Syn Aleksandra, Franciszek Sapieha, odziedziczywszy Różaną w 1793 roku, z niewiadomych przyczyn przeniósł swą siedzibę do Dereczyna, część wspaniałej rezydencji w Różanie przeznaczając na skład zboża i przędzalnię wełny. Od tego czasu zaczął się powolny upadek różańskiej siedziby.
W 1831 roku władze carskie za udział w Powstaniu Listopadowym skonfiskowały dobra różańskie i dereczyńskie ich ówczesnemu właścicielowi, synowi Franciszka, Eustachemu Sapiesze. Główny korpus pałacu przerobiono na fabrykę włókienniczą, a pozostała część rezydencji powoli ulegała zniszczeniu. W 1914 roku pałac został spalony; w 1930 roku częściowo odrestaurowany, ponownie zniszczony podczas wojny w 1944 roku. Od tego czasu rezydencja pozostaje w ruinie.
Zachowały się ściany korpusu głównego pałacu (bez sklepień) z mocno wysuniętym ryzalitem ozdobionym dwiema parami doryckich kolumn na potężnych cokołach, pilastrami i trójkątnym frontonem. Od boków głównego korpusu odchodzą dwie półkoliście zagięte galerie arkadowe na parach kolumn toskańskich. Prawa galeria łączy się z dużą prostokątną oficyną (bez dachu) mieszczącą niegdyś teatr. Lewa galeria zachowana jest częściowo, łączyła ona niegdyś niezachowaną, symetryczni ustawioną drugą oficynę.
Na głównej osi rezydencji znajduje się okazała, wysoka brama wjazdowa z trzema prześwitami, z których środkowy, najwyższy, służył do przejazdu zaprzęgów konnych, dwa boczne, niższe i węższe, służyły pieszym. Brama ozdobiona jest kartuszem herbowym, prostokątnymi płycinami, gzymsem oraz boniowaniem w dolnej części.

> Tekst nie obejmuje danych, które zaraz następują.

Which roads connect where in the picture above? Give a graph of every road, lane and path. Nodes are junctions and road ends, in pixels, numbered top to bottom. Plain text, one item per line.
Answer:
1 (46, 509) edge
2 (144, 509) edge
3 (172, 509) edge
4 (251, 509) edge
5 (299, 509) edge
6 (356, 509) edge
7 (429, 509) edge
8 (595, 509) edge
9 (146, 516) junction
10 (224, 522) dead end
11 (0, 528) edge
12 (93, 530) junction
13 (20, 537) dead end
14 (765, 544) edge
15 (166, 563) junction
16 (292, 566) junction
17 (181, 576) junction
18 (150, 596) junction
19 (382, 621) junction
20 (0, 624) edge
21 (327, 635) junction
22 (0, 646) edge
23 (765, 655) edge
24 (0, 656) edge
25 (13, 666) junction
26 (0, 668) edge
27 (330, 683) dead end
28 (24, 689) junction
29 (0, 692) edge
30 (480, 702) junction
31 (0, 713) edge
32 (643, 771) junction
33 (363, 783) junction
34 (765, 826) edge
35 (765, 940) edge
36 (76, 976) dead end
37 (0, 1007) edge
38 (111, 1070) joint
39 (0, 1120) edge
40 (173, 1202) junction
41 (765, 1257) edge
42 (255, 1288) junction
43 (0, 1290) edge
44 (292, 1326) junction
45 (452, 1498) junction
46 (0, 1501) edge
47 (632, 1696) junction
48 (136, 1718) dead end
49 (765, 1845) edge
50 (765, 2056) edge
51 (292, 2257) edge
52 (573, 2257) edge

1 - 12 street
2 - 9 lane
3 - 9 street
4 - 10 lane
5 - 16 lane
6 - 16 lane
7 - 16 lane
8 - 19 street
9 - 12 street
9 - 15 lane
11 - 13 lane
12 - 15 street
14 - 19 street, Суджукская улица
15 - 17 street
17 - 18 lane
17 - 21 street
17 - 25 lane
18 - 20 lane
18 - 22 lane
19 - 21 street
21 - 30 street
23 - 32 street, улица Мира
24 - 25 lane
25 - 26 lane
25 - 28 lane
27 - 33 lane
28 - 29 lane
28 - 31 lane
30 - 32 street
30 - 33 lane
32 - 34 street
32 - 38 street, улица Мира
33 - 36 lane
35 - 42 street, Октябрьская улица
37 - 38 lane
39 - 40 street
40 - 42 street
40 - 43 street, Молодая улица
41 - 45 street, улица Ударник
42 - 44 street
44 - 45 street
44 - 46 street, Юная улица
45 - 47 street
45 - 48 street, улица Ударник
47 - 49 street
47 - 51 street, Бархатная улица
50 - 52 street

Do bramy po obu stronach przylegają dwie stosunkowo duże piętrowe kordegardy wzniesione na planach prostokątów, w dolnej części ozdobione boniowaniem. Niegdyś łączyły się one galeriami z oficynami, tworząc w ten sposób całkowicie zamknięty zespół budowli. Pomiędzy bramą z kordegardami a korpusem głównym rozciąga się rozległy trawiasty dziedziniec. Z boku, pomiędzy korpusem oficyny-teatru a prawą kordegardą znajduje się murowana jednoprzejazdowa furta. Cały zespół jest w stanie postępującej ruiny.